EXTRACTED DATA START

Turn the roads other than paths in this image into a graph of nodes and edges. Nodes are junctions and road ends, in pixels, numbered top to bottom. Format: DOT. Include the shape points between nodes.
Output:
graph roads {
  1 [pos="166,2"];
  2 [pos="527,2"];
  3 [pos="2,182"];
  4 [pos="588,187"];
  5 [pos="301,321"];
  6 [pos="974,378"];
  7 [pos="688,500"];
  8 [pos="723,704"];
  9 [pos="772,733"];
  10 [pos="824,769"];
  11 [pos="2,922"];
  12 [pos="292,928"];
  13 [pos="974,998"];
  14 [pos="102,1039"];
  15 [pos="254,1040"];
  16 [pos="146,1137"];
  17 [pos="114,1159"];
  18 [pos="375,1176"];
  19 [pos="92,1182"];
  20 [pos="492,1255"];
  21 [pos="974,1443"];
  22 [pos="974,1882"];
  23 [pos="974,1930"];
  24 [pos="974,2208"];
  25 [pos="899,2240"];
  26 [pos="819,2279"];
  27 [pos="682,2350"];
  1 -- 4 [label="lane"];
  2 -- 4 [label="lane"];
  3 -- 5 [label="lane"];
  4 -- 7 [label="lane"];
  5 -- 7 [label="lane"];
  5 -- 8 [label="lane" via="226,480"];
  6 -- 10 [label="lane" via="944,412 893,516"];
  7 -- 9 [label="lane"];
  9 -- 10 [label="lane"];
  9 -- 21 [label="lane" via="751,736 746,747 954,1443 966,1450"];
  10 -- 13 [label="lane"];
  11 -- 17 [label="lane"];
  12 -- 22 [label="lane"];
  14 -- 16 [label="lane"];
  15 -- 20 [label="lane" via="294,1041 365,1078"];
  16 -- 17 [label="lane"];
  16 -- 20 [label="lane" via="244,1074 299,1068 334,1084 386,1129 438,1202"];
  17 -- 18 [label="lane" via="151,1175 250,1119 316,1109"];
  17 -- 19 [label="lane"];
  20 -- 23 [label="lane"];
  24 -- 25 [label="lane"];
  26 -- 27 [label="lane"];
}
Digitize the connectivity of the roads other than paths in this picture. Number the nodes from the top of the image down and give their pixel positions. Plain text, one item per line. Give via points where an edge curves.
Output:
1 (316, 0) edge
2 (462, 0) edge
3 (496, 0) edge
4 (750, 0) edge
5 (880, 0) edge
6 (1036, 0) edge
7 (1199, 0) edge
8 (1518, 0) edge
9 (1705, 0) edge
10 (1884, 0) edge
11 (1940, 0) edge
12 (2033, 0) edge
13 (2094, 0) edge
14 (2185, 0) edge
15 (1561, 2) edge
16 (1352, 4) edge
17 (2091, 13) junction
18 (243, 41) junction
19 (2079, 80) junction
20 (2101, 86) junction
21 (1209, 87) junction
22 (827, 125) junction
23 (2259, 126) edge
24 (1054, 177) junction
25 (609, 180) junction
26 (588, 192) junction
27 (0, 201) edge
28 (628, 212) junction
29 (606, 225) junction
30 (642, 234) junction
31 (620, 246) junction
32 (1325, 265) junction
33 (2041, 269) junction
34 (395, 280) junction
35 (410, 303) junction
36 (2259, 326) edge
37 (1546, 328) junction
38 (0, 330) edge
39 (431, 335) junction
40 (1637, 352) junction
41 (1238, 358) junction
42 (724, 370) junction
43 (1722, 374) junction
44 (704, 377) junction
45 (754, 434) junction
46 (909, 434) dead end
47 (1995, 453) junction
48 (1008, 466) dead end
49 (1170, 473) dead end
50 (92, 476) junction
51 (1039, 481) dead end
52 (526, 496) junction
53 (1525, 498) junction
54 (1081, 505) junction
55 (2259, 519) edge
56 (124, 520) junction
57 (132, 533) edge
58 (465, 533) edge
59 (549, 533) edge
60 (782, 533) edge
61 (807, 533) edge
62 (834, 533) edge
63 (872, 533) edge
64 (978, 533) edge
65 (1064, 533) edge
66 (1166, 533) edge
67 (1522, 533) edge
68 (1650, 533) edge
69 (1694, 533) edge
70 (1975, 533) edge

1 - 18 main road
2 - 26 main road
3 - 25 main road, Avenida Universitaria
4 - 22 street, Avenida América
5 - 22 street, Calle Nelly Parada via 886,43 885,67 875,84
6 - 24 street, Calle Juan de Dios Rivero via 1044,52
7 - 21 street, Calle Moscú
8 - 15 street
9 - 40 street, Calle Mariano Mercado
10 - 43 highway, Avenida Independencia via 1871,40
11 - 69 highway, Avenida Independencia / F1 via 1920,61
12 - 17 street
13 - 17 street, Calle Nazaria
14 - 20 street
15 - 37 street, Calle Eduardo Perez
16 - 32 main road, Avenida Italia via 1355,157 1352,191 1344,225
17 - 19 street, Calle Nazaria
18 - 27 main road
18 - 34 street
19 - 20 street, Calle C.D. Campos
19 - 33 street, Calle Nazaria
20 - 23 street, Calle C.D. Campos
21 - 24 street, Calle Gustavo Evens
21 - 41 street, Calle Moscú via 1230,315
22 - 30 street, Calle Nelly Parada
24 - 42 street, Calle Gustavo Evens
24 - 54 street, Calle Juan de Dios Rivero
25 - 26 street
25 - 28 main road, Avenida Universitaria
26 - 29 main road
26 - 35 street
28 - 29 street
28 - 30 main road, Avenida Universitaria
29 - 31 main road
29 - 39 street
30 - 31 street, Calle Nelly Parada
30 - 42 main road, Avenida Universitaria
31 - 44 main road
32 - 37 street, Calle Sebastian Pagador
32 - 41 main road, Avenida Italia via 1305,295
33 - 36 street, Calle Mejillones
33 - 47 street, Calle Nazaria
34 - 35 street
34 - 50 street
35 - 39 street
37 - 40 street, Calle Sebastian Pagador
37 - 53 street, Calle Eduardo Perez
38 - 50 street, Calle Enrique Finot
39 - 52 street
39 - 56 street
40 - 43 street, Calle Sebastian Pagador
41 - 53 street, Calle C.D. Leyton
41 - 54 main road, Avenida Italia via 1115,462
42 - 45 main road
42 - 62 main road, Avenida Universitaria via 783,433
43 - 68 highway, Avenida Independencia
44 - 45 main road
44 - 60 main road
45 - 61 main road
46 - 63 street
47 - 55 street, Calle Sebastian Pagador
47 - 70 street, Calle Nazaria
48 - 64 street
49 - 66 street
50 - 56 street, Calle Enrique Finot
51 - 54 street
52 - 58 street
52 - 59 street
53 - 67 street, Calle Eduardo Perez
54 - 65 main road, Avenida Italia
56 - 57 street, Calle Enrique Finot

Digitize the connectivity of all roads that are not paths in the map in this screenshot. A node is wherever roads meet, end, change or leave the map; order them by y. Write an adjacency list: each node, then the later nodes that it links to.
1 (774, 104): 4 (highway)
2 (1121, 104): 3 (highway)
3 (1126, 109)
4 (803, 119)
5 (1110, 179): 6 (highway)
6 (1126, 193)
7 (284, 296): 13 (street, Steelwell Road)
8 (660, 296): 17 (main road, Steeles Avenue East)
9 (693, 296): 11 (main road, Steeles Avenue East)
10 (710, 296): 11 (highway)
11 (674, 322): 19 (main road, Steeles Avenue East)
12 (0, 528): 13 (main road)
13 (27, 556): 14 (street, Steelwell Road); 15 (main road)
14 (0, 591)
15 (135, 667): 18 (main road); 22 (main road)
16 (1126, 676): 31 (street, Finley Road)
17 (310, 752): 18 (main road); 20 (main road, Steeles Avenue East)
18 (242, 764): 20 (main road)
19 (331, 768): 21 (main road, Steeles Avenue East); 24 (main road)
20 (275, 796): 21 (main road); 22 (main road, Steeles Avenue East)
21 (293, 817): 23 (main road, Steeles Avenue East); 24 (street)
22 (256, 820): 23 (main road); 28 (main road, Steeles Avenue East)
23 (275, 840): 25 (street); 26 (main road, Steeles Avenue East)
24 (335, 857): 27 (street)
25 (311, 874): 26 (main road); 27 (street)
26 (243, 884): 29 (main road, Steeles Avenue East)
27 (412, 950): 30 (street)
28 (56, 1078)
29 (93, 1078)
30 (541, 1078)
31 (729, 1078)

EXTRACTED DATA END

- [REQUIRED ACTION] Give back exactly the material above from its opening line to the line bearing "Digitize the connectivity of the".

- [WRITTEN SOLUTION]
Turn the roads other than paths in this image into a graph of nodes and edges. Nodes are junctions and road ends, in pixels, numbered top to bottom. Format: DOT. Include the shape points between nodes.
Output:
graph roads {
  1 [pos="166,2"];
  2 [pos="527,2"];
  3 [pos="2,182"];
  4 [pos="588,187"];
  5 [pos="301,321"];
  6 [pos="974,378"];
  7 [pos="688,500"];
  8 [pos="723,704"];
  9 [pos="772,733"];
  10 [pos="824,769"];
  11 [pos="2,922"];
  12 [pos="292,928"];
  13 [pos="974,998"];
  14 [pos="102,1039"];
  15 [pos="254,1040"];
  16 [pos="146,1137"];
  17 [pos="114,1159"];
  18 [pos="375,1176"];
  19 [pos="92,1182"];
  20 [pos="492,1255"];
  21 [pos="974,1443"];
  22 [pos="974,1882"];
  23 [pos="974,1930"];
  24 [pos="974,2208"];
  25 [pos="899,2240"];
  26 [pos="819,2279"];
  27 [pos="682,2350"];
  1 -- 4 [label="lane"];
  2 -- 4 [label="lane"];
  3 -- 5 [label="lane"];
  4 -- 7 [label="lane"];
  5 -- 7 [label="lane"];
  5 -- 8 [label="lane" via="226,480"];
  6 -- 10 [label="lane" via="944,412 893,516"];
  7 -- 9 [label="lane"];
  9 -- 10 [label="lane"];
  9 -- 21 [label="lane" via="751,736 746,747 954,1443 966,1450"];
  10 -- 13 [label="lane"];
  11 -- 17 [label="lane"];
  12 -- 22 [label="lane"];
  14 -- 16 [label="lane"];
  15 -- 20 [label="lane" via="294,1041 365,1078"];
  16 -- 17 [label="lane"];
  16 -- 20 [label="lane" via="244,1074 299,1068 334,1084 386,1129 438,1202"];
  17 -- 18 [label="lane" via="151,1175 250,1119 316,1109"];
  17 -- 19 [label="lane"];
  20 -- 23 [label="lane"];
  24 -- 25 [label="lane"];
  26 -- 27 [label="lane"];
}
Digitize the connectivity of the roads other than paths in this picture. Number the nodes from the top of the image down and give their pixel positions. Plain text, one item per line. Give via points where an edge curves.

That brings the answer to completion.